В нормальных демократических странах ни один кандидат и ни одна партия не могут набрать 80% голосов, и должно произойти нечто экстраординарное, вроде нашествия марсиан, чтобы 90% граждан пришли на избирательные участки. Белоруссия, в которой отсутствует доверие к демократическим институтам и процедурам, нормальной демократией не является. Впрочем, лишь в трех странах на постсоветском пространстве такое доверие существует – в Литве, Латвии и Эстонии.
Ограничившись результатом между 50 и 60%, Лукашенко мог бы имитировать нормальную демократию.
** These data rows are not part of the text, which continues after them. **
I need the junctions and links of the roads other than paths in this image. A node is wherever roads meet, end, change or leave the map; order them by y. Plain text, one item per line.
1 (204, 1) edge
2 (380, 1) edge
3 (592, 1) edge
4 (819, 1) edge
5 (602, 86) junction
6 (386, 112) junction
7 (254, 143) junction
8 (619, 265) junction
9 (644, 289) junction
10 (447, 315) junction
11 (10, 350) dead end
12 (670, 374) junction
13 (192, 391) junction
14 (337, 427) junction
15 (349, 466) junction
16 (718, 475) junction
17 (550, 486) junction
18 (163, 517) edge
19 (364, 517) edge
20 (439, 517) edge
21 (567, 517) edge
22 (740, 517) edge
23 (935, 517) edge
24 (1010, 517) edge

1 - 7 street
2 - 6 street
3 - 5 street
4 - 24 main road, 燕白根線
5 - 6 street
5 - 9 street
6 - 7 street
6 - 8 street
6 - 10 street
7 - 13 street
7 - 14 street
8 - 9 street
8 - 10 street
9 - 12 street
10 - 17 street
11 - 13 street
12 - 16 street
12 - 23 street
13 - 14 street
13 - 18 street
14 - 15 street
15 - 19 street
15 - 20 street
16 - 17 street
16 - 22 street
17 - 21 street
Мог бы, но вот вопрос: ради чего, ради кого?
Ради евроинтеграции? Европа примет Белоруссию, но не примет лидера с репутацией, манерами и практиками Лукашенко. Его заигрывания с Европой едва ли стоит считать стратегическими, это чистая тактика, а стратегия Лукашенко целиком и полностью сосредоточена на умонастроениях российской правящей элиты.
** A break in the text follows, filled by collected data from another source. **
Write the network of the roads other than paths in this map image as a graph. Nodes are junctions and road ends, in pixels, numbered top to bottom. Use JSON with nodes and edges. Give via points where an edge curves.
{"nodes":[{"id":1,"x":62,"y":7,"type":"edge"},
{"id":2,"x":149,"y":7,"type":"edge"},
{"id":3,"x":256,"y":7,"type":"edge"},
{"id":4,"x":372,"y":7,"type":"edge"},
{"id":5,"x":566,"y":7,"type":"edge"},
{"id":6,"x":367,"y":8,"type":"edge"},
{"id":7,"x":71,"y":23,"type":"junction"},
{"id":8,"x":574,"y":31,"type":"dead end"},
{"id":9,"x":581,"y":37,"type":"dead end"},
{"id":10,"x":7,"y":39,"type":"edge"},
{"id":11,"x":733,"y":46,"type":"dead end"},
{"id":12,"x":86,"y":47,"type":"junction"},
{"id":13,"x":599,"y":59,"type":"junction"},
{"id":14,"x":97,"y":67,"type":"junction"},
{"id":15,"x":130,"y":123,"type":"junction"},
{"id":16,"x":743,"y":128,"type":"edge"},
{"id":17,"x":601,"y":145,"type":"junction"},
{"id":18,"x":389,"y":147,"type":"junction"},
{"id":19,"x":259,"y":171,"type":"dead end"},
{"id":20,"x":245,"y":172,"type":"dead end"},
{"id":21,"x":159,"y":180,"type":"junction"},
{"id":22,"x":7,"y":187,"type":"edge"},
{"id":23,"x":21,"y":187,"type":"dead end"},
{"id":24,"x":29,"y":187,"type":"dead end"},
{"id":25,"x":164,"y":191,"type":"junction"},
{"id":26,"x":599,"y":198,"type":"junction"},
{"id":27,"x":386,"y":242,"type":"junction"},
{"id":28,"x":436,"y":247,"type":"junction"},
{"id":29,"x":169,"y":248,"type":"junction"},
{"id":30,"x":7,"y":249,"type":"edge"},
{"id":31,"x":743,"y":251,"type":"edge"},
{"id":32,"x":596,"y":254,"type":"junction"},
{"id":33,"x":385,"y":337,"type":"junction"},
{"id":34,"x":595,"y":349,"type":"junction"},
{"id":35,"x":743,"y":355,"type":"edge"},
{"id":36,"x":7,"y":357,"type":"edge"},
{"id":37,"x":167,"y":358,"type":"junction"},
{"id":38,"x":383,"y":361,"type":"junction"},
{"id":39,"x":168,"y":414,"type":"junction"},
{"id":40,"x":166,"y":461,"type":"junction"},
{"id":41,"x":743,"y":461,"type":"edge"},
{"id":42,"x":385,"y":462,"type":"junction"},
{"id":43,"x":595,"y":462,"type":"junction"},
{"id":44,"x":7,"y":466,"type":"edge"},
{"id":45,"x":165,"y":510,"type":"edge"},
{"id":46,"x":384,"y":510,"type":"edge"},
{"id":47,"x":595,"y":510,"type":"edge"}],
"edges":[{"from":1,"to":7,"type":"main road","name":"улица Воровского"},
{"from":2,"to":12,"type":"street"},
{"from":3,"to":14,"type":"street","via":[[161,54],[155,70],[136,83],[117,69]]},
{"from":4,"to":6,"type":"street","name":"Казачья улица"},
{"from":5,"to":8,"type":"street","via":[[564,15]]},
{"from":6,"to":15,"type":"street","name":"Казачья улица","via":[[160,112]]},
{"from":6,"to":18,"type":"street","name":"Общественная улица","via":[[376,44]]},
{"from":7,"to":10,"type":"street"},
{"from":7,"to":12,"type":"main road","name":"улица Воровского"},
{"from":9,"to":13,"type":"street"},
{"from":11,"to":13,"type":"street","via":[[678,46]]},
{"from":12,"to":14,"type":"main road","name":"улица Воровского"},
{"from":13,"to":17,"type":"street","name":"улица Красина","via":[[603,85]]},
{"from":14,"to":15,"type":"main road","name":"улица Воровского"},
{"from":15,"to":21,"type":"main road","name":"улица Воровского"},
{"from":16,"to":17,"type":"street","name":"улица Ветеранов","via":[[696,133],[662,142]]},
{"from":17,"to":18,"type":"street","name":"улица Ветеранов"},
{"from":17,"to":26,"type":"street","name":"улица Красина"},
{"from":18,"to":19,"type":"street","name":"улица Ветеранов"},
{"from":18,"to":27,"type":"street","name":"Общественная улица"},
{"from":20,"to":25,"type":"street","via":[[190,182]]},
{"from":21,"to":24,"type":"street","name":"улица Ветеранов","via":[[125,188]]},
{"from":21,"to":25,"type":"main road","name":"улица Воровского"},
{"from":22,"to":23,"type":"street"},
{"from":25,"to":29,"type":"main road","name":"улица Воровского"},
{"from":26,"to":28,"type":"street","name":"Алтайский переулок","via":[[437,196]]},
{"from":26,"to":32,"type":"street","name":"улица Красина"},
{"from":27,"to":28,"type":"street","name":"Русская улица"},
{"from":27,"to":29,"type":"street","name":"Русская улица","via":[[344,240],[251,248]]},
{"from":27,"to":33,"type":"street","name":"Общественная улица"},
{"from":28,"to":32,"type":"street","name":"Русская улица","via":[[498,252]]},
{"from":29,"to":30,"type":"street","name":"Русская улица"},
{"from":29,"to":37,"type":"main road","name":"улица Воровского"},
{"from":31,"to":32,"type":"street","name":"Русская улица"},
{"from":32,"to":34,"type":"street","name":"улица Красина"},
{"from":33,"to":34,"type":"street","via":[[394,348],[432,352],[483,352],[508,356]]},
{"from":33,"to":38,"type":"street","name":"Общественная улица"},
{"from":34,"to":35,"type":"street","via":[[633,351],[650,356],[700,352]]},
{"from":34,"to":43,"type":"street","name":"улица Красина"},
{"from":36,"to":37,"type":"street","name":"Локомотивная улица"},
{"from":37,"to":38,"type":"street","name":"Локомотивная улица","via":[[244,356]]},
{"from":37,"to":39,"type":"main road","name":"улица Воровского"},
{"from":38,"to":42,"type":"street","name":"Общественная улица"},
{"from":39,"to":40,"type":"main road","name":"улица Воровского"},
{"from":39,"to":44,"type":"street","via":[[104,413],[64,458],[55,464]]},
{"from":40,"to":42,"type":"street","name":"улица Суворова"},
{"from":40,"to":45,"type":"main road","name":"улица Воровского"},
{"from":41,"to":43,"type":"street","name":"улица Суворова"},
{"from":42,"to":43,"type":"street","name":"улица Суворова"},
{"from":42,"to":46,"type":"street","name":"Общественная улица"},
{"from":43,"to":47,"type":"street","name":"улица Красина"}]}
Стоит ли изображать ради Европы 55%, если Александру Григорьевичу ничего от старушки не перепадет? Ну, разве что домик в Альпах при условии добровольного ухода «в сторонку». Человеку с амбициями и мироощущением Лукашенко, конечно, не стоит.
На настроения российской элиты, от которых зависит судьба белорусской автократии, не влияют разгон оппозиции и гипертрофированные показатели «доверия политическому курсу». Это развязывает режиму руки и дает ему право на инерцию.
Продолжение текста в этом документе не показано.